目の前にいる魔族の女はライラだ。容姿も口調もそのもの。
だが、違和感が拭えない。
ライラの皮を被った何か――表現としてはそれが一番しっくりくる。
「ロラン、最後にもう一度言う。手を引いてくれ」
「おまえこそ、何度も言わせるな。攻撃は捨てろとあれほど言っただろう」
「攻撃に回す余力があるなら、すべて仲間を守ることに注力しろ、か」
「覚えているなら実践しろ」
いつもの装備……大盾を使うつもりがなかったのか、それとも俺たちの奇襲に準備が間に合わなかったのか、今は魔剣しか持っていない。
「では、ライリーラ様。わたくしたちは、先にはじめましょうか」
「そなたと相対する日が来るとはな」
ディーが吸血槍を構え、一直線にライラへと仕掛ける。
ライラは一度距離を取って鋭い突きを回避。同時に魔力で剣を形作り、ディーが再び繰り出した穂先を防御する。
いずれ戦うことを想定していたのか、ディーの攻撃は常に最善手だった。
息をつかせない速攻と連撃。ライラに魔法を使う時間を与えないつもりだ。
だが、それがいつまでもつか。
「腕はもう治ったいるのか、ロラン」
「おまえが知る俺よりも今のほうが強い。対峙したことを後悔する間もなく終わるぞ」
憂慮すべき点があるとすれば、あれほど俺が口うるさく言った守備を捨てさせる何かが、その剣にはある、ということだ。
先ほど以上に、刀身にまとっている魔力が輝きを増しているように見える。
エルヴィのスキルは『不落城』。
特定範囲の敵の攻撃を自身に集中させ、その際自分と装備したすべての耐久度を大幅に上げることができる、特異も特異なスキルだ。
俺でなくても、エルヴィのスキルを知れば、まず守備に専念させただろう。
それだけわかりやすく、使い勝手がよく、能力を知られても別段困らない、そういう意味でも優秀なスキルだった。
盾があれば十二分に活かせるはずだが、今は持っていない。
「……私は、私の正義を貫くことにした」
「実力なき者に語る資格はない」
俺が駆け出すと同時にスキルを使われた感覚があった。
頭の片隅にあったライラとディーのことが消え去り、周囲の景色も霞んで見え、エルヴィだけがはっきりと見える。

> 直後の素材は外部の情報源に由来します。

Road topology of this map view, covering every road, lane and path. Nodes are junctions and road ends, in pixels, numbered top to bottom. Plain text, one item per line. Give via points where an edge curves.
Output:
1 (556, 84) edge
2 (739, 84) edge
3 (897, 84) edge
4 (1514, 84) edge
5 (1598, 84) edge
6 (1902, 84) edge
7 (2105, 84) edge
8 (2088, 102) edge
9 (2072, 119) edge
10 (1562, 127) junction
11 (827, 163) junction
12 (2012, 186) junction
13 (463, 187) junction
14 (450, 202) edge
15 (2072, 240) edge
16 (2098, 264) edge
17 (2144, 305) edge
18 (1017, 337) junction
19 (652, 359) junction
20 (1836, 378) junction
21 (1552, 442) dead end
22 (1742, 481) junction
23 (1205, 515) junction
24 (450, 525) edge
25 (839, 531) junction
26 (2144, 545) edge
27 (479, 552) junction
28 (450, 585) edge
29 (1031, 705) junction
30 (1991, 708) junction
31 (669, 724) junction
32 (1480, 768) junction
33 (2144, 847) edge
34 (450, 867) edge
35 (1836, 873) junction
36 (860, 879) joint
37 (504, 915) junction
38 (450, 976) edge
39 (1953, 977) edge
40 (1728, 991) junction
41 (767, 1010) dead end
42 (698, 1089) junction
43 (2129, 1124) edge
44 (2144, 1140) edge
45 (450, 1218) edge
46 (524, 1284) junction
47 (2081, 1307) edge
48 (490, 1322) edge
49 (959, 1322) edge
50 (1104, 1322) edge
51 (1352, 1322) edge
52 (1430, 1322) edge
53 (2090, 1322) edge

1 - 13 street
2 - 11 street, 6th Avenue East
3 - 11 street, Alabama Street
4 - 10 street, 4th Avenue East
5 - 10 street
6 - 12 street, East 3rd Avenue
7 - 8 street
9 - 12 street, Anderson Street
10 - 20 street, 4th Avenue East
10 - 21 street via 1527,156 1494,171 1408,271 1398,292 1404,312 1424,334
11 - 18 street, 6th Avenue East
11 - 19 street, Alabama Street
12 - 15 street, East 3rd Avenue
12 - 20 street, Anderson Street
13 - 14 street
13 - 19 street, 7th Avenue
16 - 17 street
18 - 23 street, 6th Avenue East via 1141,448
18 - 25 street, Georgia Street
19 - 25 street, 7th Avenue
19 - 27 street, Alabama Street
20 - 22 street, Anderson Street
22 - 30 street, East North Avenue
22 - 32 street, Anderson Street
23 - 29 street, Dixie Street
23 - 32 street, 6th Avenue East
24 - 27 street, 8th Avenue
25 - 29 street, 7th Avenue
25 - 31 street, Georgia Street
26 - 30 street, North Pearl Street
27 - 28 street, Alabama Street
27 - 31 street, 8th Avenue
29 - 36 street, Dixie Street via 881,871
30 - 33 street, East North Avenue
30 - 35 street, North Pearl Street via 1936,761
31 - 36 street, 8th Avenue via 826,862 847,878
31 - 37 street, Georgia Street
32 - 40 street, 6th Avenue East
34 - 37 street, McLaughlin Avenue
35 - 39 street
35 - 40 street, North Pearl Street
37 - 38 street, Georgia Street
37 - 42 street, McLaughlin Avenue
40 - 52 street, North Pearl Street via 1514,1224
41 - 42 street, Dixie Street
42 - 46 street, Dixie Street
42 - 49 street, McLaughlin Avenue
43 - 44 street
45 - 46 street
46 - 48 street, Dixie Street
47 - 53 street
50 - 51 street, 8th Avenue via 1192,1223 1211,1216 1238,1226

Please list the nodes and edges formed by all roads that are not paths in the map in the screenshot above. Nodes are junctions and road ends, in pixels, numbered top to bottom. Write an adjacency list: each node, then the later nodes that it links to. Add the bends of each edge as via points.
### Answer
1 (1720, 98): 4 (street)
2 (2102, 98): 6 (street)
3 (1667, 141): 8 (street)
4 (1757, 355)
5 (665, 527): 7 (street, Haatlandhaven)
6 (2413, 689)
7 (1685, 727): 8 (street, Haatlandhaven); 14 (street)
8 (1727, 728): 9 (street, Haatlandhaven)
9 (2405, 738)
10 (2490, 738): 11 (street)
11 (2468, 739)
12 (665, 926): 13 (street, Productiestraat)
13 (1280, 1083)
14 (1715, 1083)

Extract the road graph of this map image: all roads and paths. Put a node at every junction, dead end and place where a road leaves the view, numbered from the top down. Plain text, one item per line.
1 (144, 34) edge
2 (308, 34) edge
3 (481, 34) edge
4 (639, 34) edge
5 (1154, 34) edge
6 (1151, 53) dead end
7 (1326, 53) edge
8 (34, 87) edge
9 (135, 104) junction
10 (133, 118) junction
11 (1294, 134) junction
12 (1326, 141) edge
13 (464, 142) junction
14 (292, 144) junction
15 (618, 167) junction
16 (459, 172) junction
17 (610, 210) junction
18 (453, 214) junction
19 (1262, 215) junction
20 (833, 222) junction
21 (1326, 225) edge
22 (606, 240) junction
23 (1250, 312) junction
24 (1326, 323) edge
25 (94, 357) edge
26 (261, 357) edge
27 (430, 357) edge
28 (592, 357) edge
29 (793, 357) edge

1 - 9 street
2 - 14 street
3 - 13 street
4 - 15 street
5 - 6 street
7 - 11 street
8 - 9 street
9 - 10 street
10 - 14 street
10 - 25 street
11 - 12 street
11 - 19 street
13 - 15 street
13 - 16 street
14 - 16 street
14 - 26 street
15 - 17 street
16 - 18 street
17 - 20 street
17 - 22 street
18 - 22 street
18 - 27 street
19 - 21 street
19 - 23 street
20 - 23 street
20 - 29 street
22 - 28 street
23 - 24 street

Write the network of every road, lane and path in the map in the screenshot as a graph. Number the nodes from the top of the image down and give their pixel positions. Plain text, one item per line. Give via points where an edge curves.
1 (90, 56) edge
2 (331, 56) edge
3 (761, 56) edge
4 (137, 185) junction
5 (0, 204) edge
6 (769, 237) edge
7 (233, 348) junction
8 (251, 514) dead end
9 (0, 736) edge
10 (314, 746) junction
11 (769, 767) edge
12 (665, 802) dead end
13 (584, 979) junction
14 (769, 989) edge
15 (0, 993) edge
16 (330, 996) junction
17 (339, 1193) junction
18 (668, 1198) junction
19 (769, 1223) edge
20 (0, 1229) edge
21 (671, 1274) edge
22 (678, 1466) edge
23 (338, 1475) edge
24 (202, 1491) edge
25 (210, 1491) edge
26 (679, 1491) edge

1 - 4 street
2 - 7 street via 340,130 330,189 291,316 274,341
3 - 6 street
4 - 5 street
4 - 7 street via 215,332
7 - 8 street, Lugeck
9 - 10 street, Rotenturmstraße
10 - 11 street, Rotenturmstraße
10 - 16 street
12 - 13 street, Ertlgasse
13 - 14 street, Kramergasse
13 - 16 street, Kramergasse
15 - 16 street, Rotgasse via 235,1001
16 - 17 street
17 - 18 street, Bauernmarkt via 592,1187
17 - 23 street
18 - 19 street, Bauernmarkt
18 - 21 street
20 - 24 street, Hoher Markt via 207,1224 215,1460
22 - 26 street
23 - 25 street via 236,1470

被使用者になるのははじめてだが、なかなかの強制力があった。
フォン、と風を絶つように、エルヴィの剣が素早く振り下ろされる。
鍛練しているとはいえ、やはりその程度か。
難なく回避し、『影が薄い』スキルを発動させる。
完全に俺を見失ったエルヴィは、振り向きざま背後に剣を一閃。
俺の手をよく知っている動きだ。それは褒めてやろう。
だが、知られていることを、俺も知っている。
常套手段を使うはずがないだろう。
俺は背後には回らず、エルヴィの真正面にいたままだった。
エルヴィがそのことに気づくが、もう遅い。
防具からわずかにのぞく生身の部分を狙って拳を叩きこむ。
「うッ……!?」
一瞬表情が歪んだが、意に介さず応戦してくる。
エルヴィが袈裟に斬り下ろす動きに合わせ、『影が薄い』を発動。
エルヴィの予備であろう剣をすっと引き抜く。
「借りるぞ」
「背後か!」
耐久力が上がった物同士、どちらが上か見せてもらおう。
致命傷は避けるように、切っ先で膝の裏を狙った。
膝裏は比較的薄い部分だが、岩を突いたような強い衝撃が手に走る。
「うろちょろと――!」
「おまえと違って外れのスキルだからな」
エルヴィが剣を正眼に構える。刀身からは魔力が雷のように飛び散り、いくつもの残滓が宙に舞った。
……何をする気だ。
魔力が剣へ集束されいくのを感じる。そして、さらに剣が強い魔力を帯びた。
「殺したくはない。だから、避けてくれ――!」
言うと、エルヴィが剣を振り下ろす。
まとった魔力をすべてを解放するかのような、魔力の波動が放たれた。
白銀の魔力光線が唸りを上げて迫ってくるが、難なく回避した。
隙ができたわけでもないのに、あんな大振りの一撃が俺に当たるはずもないだろう。
「どうだ、ロラン。魔剣ホルスは」
それが剣の名か。
「おまえだけの魔力ではないな」
どこからあれほどの魔力を持ってきたのか、少し考えればすぐにわかった。
ライラからだ。
俺やエルヴィ、ディーの魔力を感じたが、大部分を占めたのは、ライラの魔力だった。
「魔力を吸収し放つのか」
まさに魔剣だな。
一体どこからそんなものを。
この魔剣があれば、俺の教えを捨てるのもうなずけるし、自力でライラをどうにかしようと思えた――その自信を得たのも理解できる。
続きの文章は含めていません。